Robin Red Breast, That’s Lunch Productions Thurs 24th Feb – Sat 26th Feb at The Store, Guthrie Street, Edinburgh
Have you ever stopped to think about how much our lives are intertwined? We all know that in Edinburgh there is always somebody, who knows someone, who knows you. But in Robin Red Breast, a ‘That’s Lunch’ production, three characters are thrown together in a bizarre twist of fate that demonstrates just how closely connected we all are.
The plot centres around three men attending the same interview. On arrival at the interview location, the environment seems unfitting for the occasion. This is mirrored by writer and director Michael Shand’s accurate portrayal in the stage set, using props appropriate to the performance, which is said to be a warehouse.

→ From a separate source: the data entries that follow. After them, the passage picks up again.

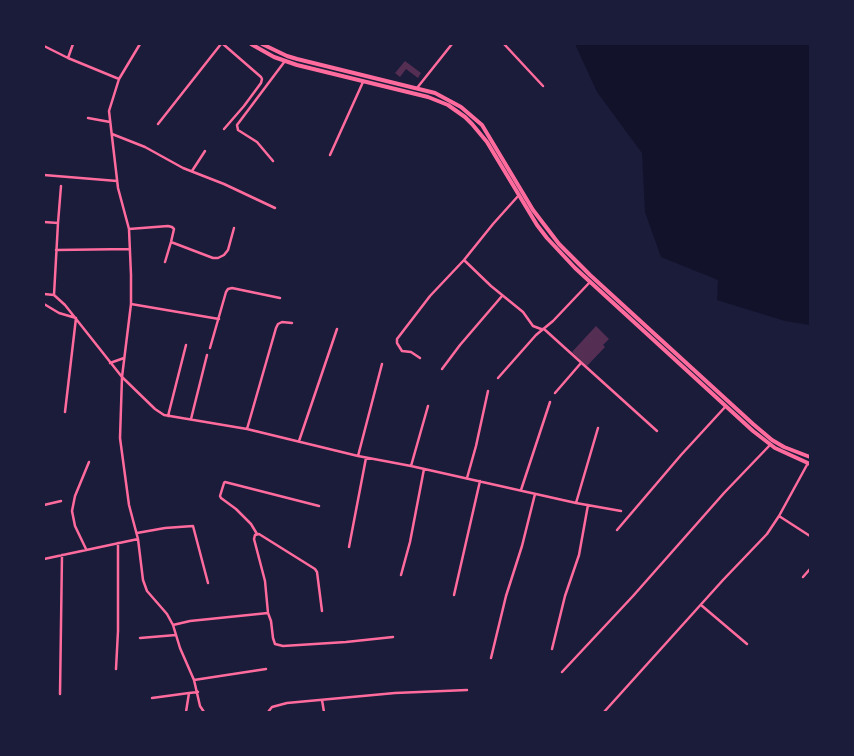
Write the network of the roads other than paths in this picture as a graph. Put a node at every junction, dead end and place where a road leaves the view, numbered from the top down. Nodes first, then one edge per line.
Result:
1 (74, 44) edge
2 (140, 44) edge
3 (222, 44) edge
4 (251, 44) edge
5 (262, 44) edge
6 (452, 44) edge
7 (504, 44) edge
8 (44, 46) edge
9 (68, 58) junction
10 (285, 61) junction
11 (119, 79) junction
12 (363, 81) junction
13 (543, 86) dead end
14 (417, 88) junction
15 (88, 118) dead end
16 (110, 122) junction
17 (158, 124) dead end
18 (224, 129) dead end
19 (112, 134) junction
20 (205, 151) dead end
21 (330, 155) dead end
22 (273, 161) dead end
23 (192, 171) junction
24 (44, 175) edge
25 (117, 181) junction
26 (61, 186) dead end
27 (519, 195) junction
28 (275, 208) dead end
29 (44, 222) edge
30 (58, 223) junction
31 (234, 228) dead end
32 (129, 229) junction
33 (171, 242) junction
34 (130, 249) junction
35 (56, 250) junction
36 (464, 260) junction
37 (165, 262) dead end
38 (590, 282) junction
39 (44, 294) edge
40 (54, 295) junction
41 (502, 296) junction
42 (280, 298) dead end
43 (44, 304) edge
44 (131, 304) junction
45 (76, 318) junction
46 (219, 319) junction
47 (292, 323) dead end
48 (337, 329) dead end
49 (544, 329) junction
50 (186, 344) dead end
51 (210, 348) dead end
52 (207, 355) dead end
53 (124, 358) junction
54 (420, 358) dead end
55 (110, 363) junction
56 (382, 364) dead end
57 (581, 364) junction
58 (442, 368) dead end
59 (122, 377) junction
60 (498, 378) dead end
61 (488, 391) dead end
62 (555, 393) dead end
63 (550, 402) dead end
64 (428, 406) dead end
65 (726, 406) junction
66 (65, 412) dead end
67 (168, 416) junction
68 (191, 420) junction
69 (598, 428) dead end
70 (247, 429) junction
71 (657, 431) dead end
72 (299, 441) junction
73 (770, 445) junction
74 (358, 456) junction
75 (810, 457) edge
76 (366, 458) junction
77 (89, 462) dead end
78 (809, 463) edge
79 (411, 466) junction
80 (424, 469) junction
81 (467, 478) junction
82 (480, 481) junction
83 (520, 490) junction
84 (535, 494) junction
85 (61, 501) dead end
86 (576, 503) junction
87 (44, 505) edge
88 (588, 505) junction
89 (319, 506) dead end
90 (621, 512) dead end
91 (779, 516) junction
92 (617, 530) dead end
93 (137, 533) junction
94 (257, 534) junction
95 (810, 536) edge
96 (138, 539) junction
97 (118, 543) junction
98 (349, 547) dead end
99 (86, 550) junction
100 (62, 555) junction
101 (44, 559) edge
102 (810, 569) edge
103 (401, 575) dead end
104 (803, 576) dead end
105 (208, 583) dead end
106 (454, 595) dead end
107 (701, 605) junction
108 (322, 611) dead end
109 (268, 613) junction
110 (173, 625) junction
111 (176, 635) junction
112 (393, 637) dead end
113 (140, 638) dead end
114 (747, 644) dead end
115 (552, 649) dead end
116 (491, 658) dead end
117 (116, 669) dead end
118 (266, 669) dead end
119 (562, 672) dead end
120 (194, 680) junction
121 (467, 690) dead end
122 (198, 692) junction
123 (189, 693) junction
124 (60, 694) dead end
125 (152, 698) dead end
126 (322, 700) junction
127 (186, 712) edge
128 (204, 712) edge
129 (268, 712) edge
130 (324, 712) edge
131 (604, 712) edge

1 - 9 street
2 - 11 street
3 - 17 street
3 - 18 street
4 - 10 main road
5 - 14 main road
6 - 14 street
7 - 13 street
8 - 9 street
9 - 11 street
10 - 12 main road
10 - 22 street
11 - 16 street
12 - 21 street
12 - 27 main road
14 - 75 main road
15 - 16 street
16 - 19 street
19 - 23 street
19 - 25 street
20 - 23 street
23 - 28 street
24 - 25 street
25 - 32 street
26 - 30 street
27 - 36 street
27 - 38 main road
29 - 30 street
30 - 35 street
31 - 33 street
32 - 33 street
32 - 34 street
33 - 37 street
34 - 35 street
34 - 44 street
35 - 40 street
36 - 41 street
36 - 54 street
38 - 49 street
38 - 65 main road
39 - 40 street
40 - 45 street
41 - 49 street
41 - 58 street
42 - 46 street
43 - 45 street
44 - 46 street
44 - 53 street
45 - 55 street
45 - 66 street
46 - 51 street
47 - 70 street
48 - 72 street
49 - 57 street
49 - 60 street
50 - 67 street
52 - 68 street
53 - 55 street
53 - 59 street
55 - 59 street
56 - 74 street
57 - 62 street
57 - 71 street
59 - 67 street
59 - 93 street
61 - 81 street
63 - 83 street
64 - 79 street
65 - 73 main road
65 - 92 street
67 - 68 street
68 - 70 street
69 - 86 street
70 - 72 street
72 - 74 street
73 - 78 main road
73 - 119 street
74 - 76 street
76 - 79 street
76 - 98 street
77 - 99 street
78 - 91 street
79 - 80 street
80 - 81 street
80 - 103 street
81 - 82 street
82 - 83 street
82 - 106 street
83 - 84 street
84 - 86 street
84 - 116 street
85 - 87 street
86 - 88 street
88 - 90 street
88 - 115 street
89 - 94 street
91 - 95 street
91 - 107 street
93 - 96 street
93 - 105 street
94 - 108 street
94 - 109 street
96 - 97 street
96 - 110 street
97 - 99 street
97 - 117 street
99 - 100 street
100 - 101 street
100 - 124 street
102 - 104 street
107 - 114 street
107 - 131 street
109 - 110 street
109 - 112 street
110 - 111 street
111 - 113 street
111 - 120 street
118 - 120 street
120 - 122 street
121 - 126 street
122 - 123 street
122 - 128 street
123 - 125 street
123 - 127 street
126 - 129 street
126 - 130 street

The first character on stage, Tam (Mark McKirdy), appears comfortable on stage and commands the audience’s attention. With ease of ability, he accurately portrays a tearaway, keen to turn his life around within the world of legitimate employment. He is closely followed by George (Harry Gooch), a former judge left burdened by an unethical decision. Gooch demonstrated excellent stage presence, and was entirely convincing in his role. Both actors seemed believable in their portrayals, and were clear in their direction, which came across as more fluid, as opposed to overly rehearsed.
The first half of the performance featured Tam and George piecing the bits of their lives together. The emotion conveyed by Gooch in particular, had me sympathising with his predicament, whilst McKirdy was reminiscent of a lost young man, keen to break the cycle he had become engulfed in. Gooch accurately presented traits of a highly intelligent man experiencing a fall from grace, whereas McKirdy’s lyricism and body language persuaded me that he was in fact a representation of a more unsavoury character.
As the men begin to bond over reliving the trials and tribulations of the past, Peter, (Sean-Paul Cockburn) joins them, leaving the audience unsure of how he will fit into the equation. With an impressive emotional monologue, Cockburn successfully commands attention from the crowd. There were however aspects of his dialogue that felt unnatural, and references that didn’t quite tie in with the character we were presented.
This play is essentially a look at how three different people cope with the aftermath of a situation that has been taken out of their hands. By design, the script itself didn’t prescribe any light hearted anecdotes to take the edge off a rather melancholy tale. Despite that fact, I did enjoy Robin Red Breast, and it has made me think more closely about the number of unknowing connections we have with the anonymous people amongst us. It was certainly enjoyable, and something to get you thinking.